Collected data:
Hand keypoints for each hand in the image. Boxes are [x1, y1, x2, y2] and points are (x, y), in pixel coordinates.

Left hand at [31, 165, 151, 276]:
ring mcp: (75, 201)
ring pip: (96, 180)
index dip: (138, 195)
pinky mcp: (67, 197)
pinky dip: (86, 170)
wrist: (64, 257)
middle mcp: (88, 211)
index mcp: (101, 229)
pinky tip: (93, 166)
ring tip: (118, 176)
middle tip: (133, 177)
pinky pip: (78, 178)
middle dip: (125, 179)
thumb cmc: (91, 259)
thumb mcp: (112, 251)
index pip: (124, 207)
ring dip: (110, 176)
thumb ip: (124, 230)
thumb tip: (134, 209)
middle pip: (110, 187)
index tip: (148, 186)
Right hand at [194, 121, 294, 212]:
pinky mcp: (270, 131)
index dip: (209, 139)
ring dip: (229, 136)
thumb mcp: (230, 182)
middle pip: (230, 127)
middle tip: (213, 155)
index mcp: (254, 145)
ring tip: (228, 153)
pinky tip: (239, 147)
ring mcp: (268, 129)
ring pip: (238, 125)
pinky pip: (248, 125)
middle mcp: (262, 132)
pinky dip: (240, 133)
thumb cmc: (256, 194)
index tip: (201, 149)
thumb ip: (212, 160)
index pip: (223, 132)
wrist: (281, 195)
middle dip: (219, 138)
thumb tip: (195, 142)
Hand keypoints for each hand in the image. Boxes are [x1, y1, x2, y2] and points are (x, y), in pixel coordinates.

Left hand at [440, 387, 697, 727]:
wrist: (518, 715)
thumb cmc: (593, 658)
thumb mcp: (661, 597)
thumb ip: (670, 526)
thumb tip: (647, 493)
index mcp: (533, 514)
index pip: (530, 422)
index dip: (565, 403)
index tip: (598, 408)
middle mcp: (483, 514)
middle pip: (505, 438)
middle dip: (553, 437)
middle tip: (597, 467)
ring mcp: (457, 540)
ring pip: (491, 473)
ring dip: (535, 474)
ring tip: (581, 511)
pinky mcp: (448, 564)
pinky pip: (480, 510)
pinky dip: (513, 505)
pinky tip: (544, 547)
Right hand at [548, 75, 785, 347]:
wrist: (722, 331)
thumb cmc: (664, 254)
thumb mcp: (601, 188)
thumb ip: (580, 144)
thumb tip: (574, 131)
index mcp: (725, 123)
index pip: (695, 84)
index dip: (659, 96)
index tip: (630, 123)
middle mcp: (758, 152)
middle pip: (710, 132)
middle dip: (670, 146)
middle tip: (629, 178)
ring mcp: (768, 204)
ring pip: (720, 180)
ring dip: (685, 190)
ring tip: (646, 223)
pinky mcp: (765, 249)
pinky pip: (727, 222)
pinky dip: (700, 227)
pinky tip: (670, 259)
---
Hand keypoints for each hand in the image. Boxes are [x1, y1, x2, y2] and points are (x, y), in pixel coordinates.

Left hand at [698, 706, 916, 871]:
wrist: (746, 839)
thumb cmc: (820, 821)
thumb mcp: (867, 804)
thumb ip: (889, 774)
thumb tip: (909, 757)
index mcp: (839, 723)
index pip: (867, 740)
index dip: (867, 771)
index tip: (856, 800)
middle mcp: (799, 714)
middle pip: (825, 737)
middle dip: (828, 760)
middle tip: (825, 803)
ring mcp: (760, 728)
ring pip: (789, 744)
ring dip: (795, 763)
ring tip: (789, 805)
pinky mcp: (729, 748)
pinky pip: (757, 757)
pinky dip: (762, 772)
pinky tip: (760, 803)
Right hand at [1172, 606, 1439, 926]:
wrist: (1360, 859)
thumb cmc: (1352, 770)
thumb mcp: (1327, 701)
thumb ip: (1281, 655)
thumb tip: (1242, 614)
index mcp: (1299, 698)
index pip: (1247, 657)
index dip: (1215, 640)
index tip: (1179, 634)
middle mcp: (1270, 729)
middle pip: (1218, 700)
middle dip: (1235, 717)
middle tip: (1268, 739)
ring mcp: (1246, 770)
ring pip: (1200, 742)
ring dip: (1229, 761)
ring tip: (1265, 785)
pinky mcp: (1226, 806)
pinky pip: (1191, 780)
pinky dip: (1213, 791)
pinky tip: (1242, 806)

» The task
Report each line of the data in which "Left" occurs.

» Response
Left hand at [31, 165, 151, 276]:
Left hand at [440, 387, 697, 727]:
Left hand at [698, 706, 916, 871]:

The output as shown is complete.